PR: It is definitely not the issue of like the 1960s, 70s, and even 1980s. It is a very marginalised aspect of the whole music industry and in our research, we actually discovered that it is more about market censorship, so it is not necessarily relevant to politics, the market itself steers it. So political songs, the ones that are very expressive about current situations they are actually not very popular in the market so they don’t sell well, they don’t reach that many masses. It is not really the issue that they are not there it is just that they are not as visible as before.
SS: Do you think music has become more or less political these days and do you think with that does it still have the ability to influence change perhaps like it used to?

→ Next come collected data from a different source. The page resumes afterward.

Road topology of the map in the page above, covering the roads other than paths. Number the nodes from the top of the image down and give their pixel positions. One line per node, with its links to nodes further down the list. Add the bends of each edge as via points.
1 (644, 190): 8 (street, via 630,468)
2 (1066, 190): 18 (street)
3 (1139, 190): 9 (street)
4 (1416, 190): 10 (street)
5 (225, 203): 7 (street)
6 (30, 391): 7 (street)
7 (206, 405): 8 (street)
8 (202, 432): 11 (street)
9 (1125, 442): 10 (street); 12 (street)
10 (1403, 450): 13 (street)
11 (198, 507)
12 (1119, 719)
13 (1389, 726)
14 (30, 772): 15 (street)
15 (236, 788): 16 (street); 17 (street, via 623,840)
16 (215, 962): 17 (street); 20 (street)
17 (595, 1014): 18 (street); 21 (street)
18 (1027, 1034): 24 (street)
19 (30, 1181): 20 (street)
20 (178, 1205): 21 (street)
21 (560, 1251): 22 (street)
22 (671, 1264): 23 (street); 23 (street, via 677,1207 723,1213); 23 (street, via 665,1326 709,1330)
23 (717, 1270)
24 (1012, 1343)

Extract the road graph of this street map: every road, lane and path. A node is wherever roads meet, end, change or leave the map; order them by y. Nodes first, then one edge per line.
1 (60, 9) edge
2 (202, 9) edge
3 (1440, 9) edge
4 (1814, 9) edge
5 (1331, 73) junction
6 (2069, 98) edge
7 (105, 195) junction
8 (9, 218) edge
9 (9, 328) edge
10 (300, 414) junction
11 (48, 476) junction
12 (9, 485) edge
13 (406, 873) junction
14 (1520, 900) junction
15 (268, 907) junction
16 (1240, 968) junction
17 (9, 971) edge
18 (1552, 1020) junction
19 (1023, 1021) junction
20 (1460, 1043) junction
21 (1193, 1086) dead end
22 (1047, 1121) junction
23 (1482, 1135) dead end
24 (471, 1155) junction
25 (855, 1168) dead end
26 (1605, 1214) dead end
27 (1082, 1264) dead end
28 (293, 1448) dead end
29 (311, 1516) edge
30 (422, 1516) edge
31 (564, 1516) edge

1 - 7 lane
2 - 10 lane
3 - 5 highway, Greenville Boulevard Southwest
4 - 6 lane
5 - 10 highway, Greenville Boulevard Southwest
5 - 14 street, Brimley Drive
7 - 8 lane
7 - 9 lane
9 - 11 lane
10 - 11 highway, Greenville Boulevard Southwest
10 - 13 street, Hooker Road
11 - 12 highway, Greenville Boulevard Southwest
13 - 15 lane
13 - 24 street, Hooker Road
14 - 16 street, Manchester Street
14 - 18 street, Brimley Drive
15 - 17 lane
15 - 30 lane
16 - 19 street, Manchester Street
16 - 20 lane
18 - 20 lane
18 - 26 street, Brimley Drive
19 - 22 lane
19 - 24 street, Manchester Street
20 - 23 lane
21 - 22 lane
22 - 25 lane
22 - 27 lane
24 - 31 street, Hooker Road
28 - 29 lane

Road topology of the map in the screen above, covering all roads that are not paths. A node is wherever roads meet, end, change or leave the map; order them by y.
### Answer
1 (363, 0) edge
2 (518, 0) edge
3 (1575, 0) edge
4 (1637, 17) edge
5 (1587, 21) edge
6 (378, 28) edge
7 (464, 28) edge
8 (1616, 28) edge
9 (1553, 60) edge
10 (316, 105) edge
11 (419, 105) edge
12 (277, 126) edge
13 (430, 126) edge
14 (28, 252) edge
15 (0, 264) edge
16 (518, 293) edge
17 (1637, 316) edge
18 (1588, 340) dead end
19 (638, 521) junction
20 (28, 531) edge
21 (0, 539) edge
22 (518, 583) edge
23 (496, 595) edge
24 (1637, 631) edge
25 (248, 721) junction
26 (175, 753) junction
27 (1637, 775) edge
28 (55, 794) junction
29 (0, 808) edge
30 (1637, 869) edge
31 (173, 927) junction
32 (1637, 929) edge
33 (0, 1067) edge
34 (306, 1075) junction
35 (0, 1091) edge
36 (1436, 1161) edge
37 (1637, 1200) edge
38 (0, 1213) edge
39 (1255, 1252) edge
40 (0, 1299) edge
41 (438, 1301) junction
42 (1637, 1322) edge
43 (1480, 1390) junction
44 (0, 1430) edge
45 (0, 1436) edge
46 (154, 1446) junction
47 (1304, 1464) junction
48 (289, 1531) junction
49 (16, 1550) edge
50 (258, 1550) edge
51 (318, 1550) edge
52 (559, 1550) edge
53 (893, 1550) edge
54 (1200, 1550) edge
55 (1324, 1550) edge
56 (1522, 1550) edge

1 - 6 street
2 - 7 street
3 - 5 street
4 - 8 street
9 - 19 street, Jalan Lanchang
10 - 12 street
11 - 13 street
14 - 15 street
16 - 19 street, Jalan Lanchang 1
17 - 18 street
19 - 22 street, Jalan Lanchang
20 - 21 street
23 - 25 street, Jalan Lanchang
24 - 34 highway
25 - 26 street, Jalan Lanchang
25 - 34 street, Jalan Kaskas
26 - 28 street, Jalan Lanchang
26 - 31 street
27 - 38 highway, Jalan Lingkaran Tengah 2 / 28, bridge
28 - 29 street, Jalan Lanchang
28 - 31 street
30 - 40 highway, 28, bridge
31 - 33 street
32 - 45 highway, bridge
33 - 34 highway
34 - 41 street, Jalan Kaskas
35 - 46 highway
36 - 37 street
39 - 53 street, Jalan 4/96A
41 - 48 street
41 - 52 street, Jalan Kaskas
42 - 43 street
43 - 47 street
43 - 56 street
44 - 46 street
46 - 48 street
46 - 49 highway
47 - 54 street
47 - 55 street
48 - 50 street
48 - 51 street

PR: I would say the scale is different. So before we had historical examples, we had huge movements like Red Wedge, Rock the Vote, Rock Against Racism, so we had really big initiatives, and at this moment we don’t have this big-scale involvement from people. But also, on the other side it is the micro-pop activism which is popping up and becoming very active, so rather small-scale gigs but there is more of them. So using the idea of Rock Against Racism and organising tonnes of activities which actually create bigger awareness in getting people more aware of the issues.
SS: Why do you think that these changes have taken place?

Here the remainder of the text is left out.